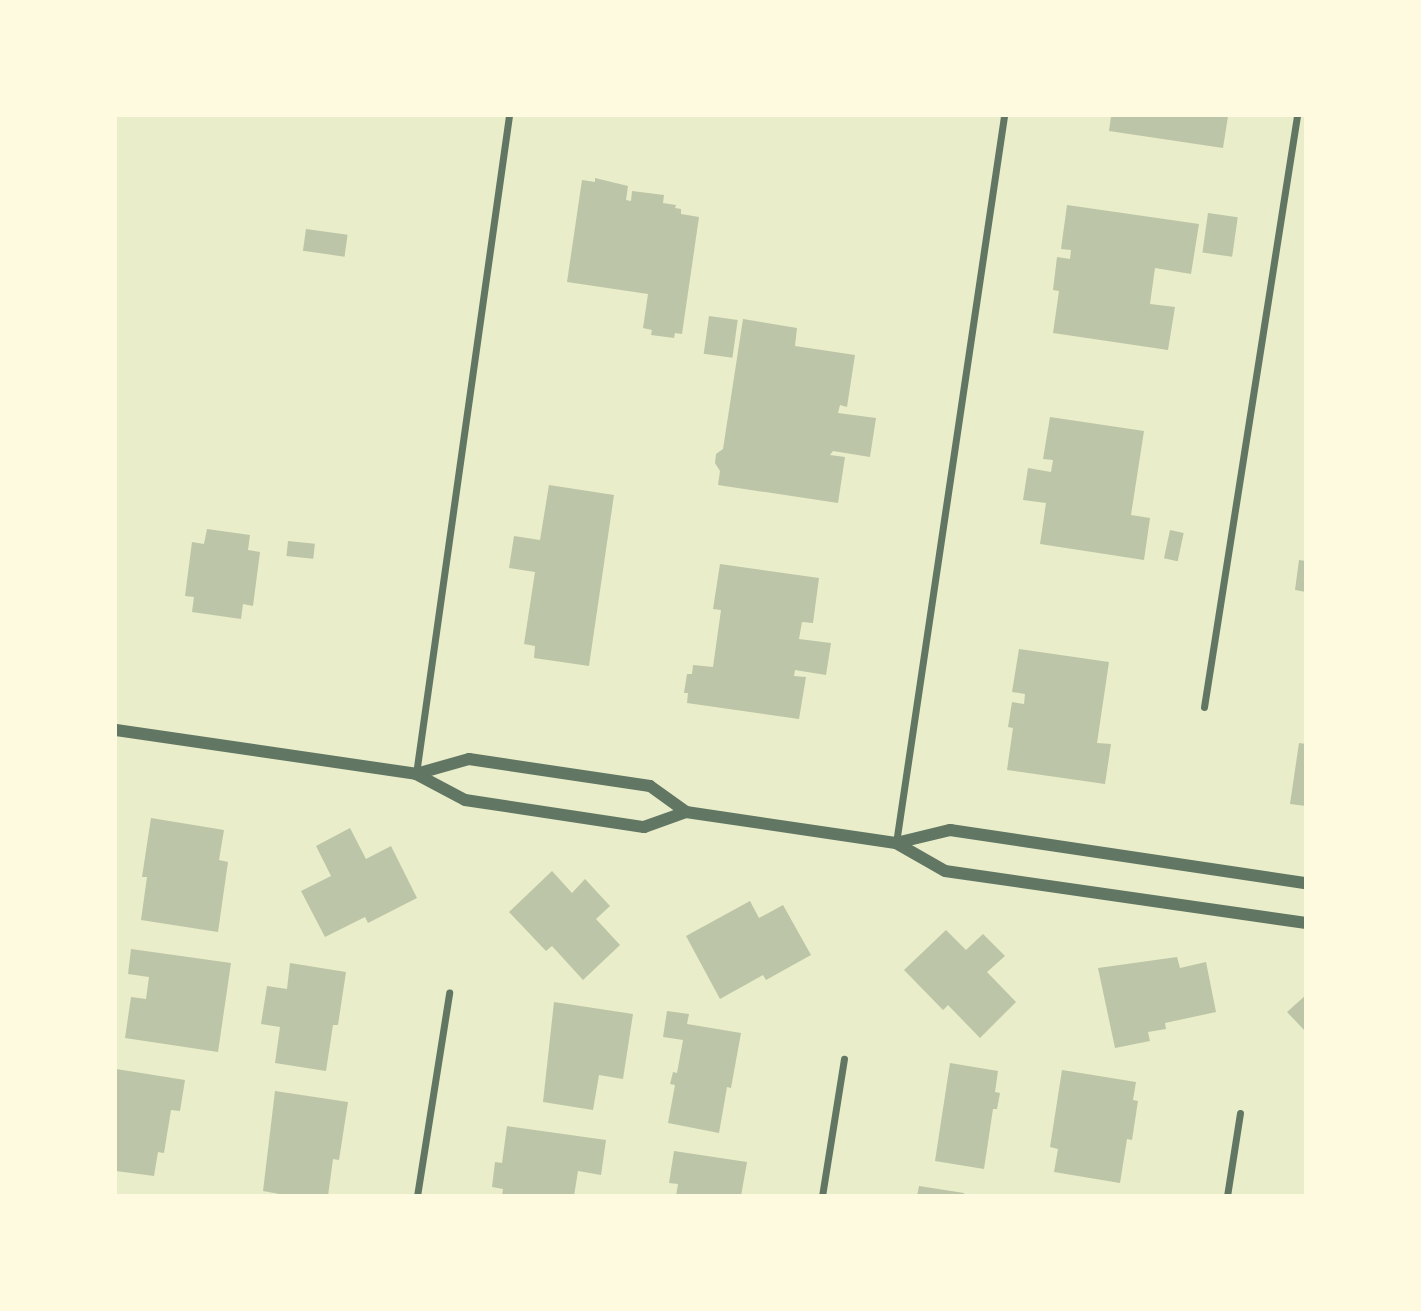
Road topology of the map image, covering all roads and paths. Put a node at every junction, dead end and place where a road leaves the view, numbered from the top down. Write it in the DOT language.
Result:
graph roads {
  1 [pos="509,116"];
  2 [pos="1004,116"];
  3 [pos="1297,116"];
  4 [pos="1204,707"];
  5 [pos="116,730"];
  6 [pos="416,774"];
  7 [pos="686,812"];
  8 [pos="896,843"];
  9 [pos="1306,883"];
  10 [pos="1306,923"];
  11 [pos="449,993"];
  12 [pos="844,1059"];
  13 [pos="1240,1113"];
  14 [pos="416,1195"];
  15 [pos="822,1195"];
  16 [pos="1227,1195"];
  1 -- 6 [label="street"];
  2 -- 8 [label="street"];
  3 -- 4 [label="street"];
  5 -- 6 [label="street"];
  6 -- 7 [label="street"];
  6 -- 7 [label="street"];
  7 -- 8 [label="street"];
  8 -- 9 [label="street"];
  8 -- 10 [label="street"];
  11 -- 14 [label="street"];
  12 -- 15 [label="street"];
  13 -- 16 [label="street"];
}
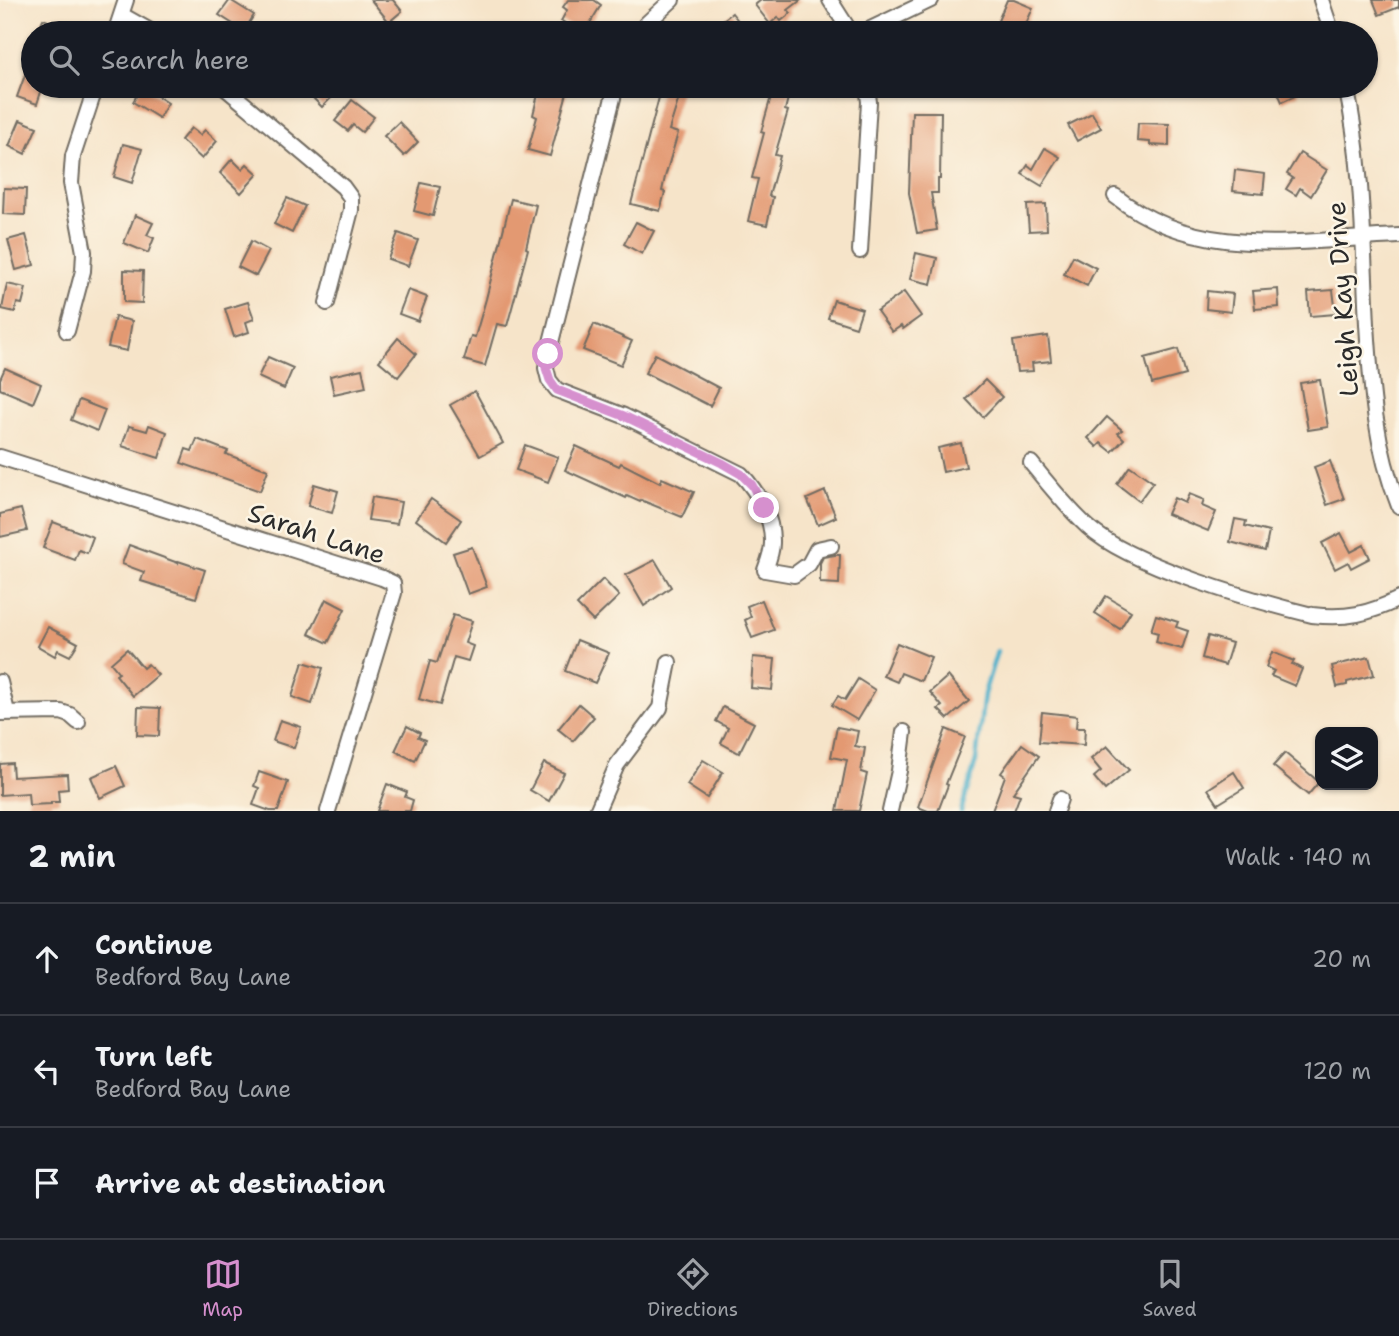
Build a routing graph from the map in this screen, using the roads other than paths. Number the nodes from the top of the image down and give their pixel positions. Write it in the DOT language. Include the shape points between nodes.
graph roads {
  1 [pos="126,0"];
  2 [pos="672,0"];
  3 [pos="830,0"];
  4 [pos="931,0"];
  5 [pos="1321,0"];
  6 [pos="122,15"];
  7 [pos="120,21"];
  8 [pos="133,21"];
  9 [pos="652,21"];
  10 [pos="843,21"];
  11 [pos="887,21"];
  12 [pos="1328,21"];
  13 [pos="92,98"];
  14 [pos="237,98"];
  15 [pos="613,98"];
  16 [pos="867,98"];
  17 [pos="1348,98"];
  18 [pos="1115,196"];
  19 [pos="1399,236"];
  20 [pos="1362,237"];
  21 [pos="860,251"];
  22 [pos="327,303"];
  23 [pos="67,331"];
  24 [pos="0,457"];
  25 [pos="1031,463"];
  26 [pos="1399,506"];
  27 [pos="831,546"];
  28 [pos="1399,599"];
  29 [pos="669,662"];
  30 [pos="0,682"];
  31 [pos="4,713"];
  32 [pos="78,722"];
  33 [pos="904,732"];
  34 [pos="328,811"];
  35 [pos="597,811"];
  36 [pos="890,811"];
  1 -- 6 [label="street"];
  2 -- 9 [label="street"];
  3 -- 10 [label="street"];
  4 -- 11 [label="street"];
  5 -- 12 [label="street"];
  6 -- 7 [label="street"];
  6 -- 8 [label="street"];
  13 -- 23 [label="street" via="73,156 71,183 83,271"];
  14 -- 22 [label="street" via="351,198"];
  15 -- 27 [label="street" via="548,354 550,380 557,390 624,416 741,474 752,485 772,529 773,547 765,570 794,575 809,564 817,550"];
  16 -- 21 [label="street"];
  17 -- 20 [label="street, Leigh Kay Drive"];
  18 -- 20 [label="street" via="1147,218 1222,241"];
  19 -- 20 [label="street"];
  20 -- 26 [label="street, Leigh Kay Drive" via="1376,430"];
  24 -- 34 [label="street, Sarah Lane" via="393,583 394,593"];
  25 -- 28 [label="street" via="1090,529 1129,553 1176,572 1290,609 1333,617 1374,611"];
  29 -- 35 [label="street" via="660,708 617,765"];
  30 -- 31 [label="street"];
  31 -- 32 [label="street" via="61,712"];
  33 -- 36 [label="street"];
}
...
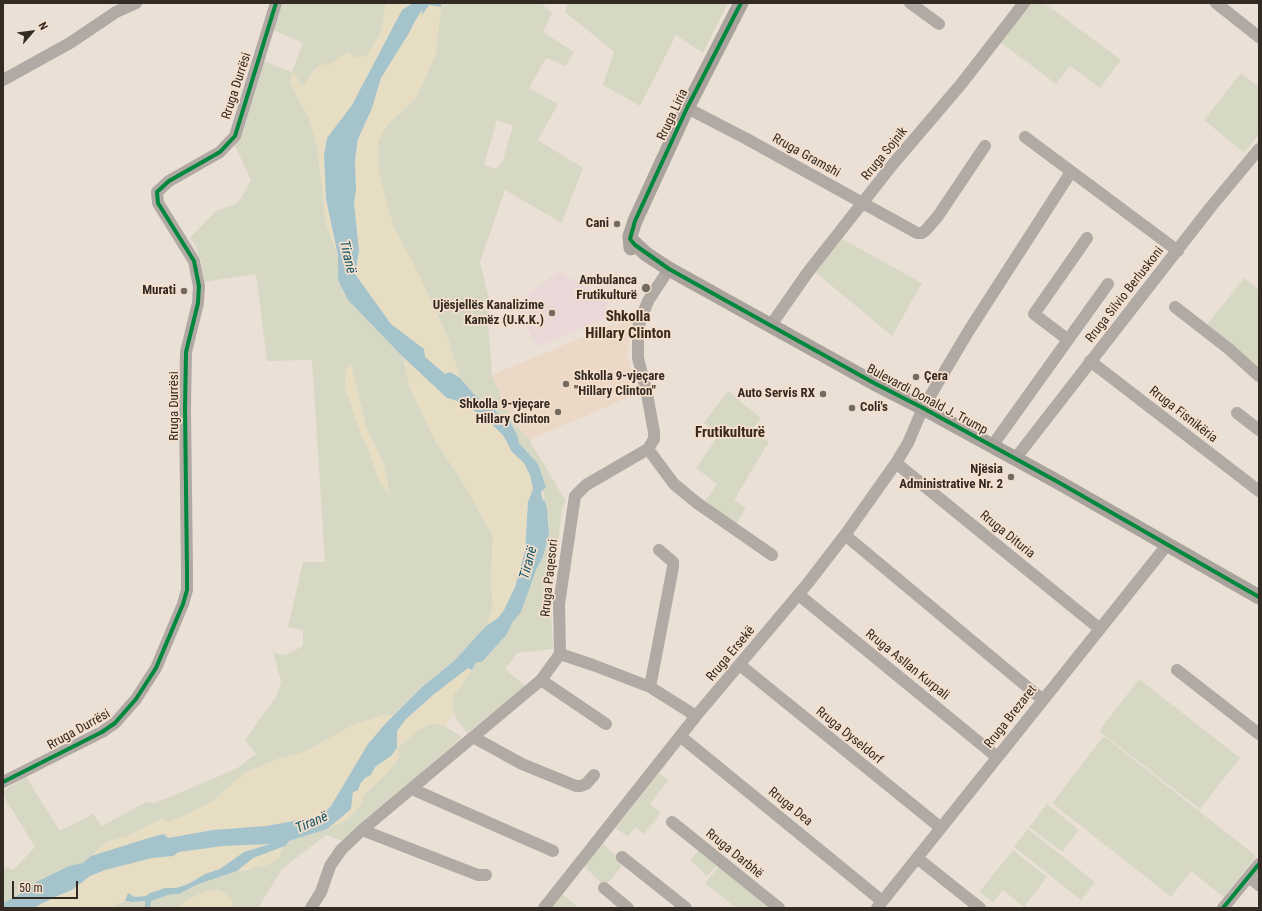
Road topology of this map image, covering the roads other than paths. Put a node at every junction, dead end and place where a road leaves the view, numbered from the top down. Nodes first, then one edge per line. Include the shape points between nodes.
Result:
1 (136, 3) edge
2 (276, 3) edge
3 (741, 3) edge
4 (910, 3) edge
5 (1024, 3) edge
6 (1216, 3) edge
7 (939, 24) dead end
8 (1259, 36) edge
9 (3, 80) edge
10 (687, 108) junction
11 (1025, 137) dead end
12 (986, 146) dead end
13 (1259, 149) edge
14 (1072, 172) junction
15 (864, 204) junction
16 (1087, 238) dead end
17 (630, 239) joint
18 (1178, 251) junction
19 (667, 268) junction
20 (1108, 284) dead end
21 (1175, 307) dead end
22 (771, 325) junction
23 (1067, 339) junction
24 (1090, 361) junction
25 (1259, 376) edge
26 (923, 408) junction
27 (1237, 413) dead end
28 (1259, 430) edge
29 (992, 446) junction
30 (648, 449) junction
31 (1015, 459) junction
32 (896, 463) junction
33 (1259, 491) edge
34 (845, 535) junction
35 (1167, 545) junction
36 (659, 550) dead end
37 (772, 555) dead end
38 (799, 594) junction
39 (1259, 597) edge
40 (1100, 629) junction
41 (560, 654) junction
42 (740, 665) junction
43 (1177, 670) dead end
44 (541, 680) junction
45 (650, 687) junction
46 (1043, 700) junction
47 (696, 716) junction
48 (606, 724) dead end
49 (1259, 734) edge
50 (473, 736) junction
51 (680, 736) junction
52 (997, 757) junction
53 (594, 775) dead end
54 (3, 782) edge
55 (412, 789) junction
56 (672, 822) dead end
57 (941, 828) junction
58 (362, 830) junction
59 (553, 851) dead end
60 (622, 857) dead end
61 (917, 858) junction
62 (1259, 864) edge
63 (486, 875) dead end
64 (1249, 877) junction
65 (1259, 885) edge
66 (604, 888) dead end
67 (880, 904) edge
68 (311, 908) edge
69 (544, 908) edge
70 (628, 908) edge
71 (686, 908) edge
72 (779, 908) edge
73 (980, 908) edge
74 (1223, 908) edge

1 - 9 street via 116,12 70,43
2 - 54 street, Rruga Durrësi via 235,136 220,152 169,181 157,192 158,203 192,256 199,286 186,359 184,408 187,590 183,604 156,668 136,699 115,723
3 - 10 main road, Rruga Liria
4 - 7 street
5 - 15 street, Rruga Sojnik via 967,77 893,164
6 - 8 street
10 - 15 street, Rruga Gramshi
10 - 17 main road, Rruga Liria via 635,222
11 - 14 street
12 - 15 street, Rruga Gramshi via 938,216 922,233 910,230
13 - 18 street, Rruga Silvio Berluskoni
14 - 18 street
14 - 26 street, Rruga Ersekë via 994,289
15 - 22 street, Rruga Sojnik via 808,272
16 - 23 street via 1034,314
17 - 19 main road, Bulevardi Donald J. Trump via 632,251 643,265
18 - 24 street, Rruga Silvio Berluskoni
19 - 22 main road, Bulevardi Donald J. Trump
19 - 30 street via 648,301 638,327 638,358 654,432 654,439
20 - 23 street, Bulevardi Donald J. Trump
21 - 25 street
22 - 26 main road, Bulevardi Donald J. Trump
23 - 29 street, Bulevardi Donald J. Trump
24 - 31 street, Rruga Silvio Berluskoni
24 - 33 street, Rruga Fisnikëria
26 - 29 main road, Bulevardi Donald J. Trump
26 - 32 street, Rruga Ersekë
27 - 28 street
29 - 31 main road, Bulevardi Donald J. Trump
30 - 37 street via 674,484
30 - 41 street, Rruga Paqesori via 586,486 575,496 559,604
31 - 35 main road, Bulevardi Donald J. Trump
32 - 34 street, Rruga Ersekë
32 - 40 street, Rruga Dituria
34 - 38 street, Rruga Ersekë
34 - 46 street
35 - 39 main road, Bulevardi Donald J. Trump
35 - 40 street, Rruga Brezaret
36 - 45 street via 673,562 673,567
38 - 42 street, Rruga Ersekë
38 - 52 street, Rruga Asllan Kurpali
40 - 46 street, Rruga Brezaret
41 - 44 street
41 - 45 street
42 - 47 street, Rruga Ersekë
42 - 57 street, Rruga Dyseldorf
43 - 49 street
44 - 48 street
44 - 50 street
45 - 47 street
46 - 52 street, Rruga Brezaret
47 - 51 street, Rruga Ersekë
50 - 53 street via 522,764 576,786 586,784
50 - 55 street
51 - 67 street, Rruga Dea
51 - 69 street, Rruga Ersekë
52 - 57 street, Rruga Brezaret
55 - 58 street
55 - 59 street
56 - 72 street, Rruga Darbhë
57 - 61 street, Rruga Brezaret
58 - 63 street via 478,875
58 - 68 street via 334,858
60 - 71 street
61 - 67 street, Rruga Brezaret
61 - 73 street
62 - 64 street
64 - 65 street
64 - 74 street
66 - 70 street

### [TASK GOAL]
Looking at the data above, count every line holding the word "language" and state only the count.

### [COMPLETED TASK]
2